++++ Recorded data

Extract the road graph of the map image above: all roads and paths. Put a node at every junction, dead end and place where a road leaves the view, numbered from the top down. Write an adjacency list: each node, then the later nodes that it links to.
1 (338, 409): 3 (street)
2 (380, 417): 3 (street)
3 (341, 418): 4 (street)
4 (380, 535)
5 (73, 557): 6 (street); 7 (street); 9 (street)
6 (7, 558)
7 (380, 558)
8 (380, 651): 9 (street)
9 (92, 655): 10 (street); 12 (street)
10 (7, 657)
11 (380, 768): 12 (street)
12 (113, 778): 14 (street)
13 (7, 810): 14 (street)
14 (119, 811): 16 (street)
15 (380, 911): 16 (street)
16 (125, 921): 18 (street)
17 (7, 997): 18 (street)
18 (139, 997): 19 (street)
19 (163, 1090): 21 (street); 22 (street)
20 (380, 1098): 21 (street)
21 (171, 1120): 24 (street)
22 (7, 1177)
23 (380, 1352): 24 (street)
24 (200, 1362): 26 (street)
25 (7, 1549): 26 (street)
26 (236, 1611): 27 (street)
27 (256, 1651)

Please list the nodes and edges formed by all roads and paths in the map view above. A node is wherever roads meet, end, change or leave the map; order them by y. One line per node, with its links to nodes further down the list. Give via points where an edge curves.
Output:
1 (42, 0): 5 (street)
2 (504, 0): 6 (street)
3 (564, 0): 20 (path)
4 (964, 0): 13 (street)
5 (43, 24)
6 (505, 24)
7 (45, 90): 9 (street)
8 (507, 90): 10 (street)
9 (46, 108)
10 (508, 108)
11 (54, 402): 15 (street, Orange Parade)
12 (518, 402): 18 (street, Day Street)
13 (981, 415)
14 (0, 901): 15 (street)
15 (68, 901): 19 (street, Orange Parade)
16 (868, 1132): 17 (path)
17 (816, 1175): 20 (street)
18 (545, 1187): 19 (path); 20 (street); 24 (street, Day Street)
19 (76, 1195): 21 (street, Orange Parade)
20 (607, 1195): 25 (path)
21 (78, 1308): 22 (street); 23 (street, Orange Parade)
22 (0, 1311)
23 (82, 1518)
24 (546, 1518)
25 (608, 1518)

++++++++

Could you write out all the records exactly, please?

Solution =
Extract the road graph of the map image above: all roads and paths. Put a node at every junction, dead end and place where a road leaves the view, numbered from the top down. Write an adjacency list: each node, then the later nodes that it links to.
1 (338, 409): 3 (street)
2 (380, 417): 3 (street)
3 (341, 418): 4 (street)
4 (380, 535)
5 (73, 557): 6 (street); 7 (street); 9 (street)
6 (7, 558)
7 (380, 558)
8 (380, 651): 9 (street)
9 (92, 655): 10 (street); 12 (street)
10 (7, 657)
11 (380, 768): 12 (street)
12 (113, 778): 14 (street)
13 (7, 810): 14 (street)
14 (119, 811): 16 (street)
15 (380, 911): 16 (street)
16 (125, 921): 18 (street)
17 (7, 997): 18 (street)
18 (139, 997): 19 (street)
19 (163, 1090): 21 (street); 22 (street)
20 (380, 1098): 21 (street)
21 (171, 1120): 24 (street)
22 (7, 1177)
23 (380, 1352): 24 (street)
24 (200, 1362): 26 (street)
25 (7, 1549): 26 (street)
26 (236, 1611): 27 (street)
27 (256, 1651)

Please list the nodes and edges formed by all roads and paths in the map view above. A node is wherever roads meet, end, change or leave the map; order them by y. One line per node, with its links to nodes further down the list. Give via points where an edge curves.
Output:
1 (42, 0): 5 (street)
2 (504, 0): 6 (street)
3 (564, 0): 20 (path)
4 (964, 0): 13 (street)
5 (43, 24)
6 (505, 24)
7 (45, 90): 9 (street)
8 (507, 90): 10 (street)
9 (46, 108)
10 (508, 108)
11 (54, 402): 15 (street, Orange Parade)
12 (518, 402): 18 (street, Day Street)
13 (981, 415)
14 (0, 901): 15 (street)
15 (68, 901): 19 (street, Orange Parade)
16 (868, 1132): 17 (path)
17 (816, 1175): 20 (street)
18 (545, 1187): 19 (path); 20 (street); 24 (street, Day Street)
19 (76, 1195): 21 (street, Orange Parade)
20 (607, 1195): 25 (path)
21 (78, 1308): 22 (street); 23 (street, Orange Parade)
22 (0, 1311)
23 (82, 1518)
24 (546, 1518)
25 (608, 1518)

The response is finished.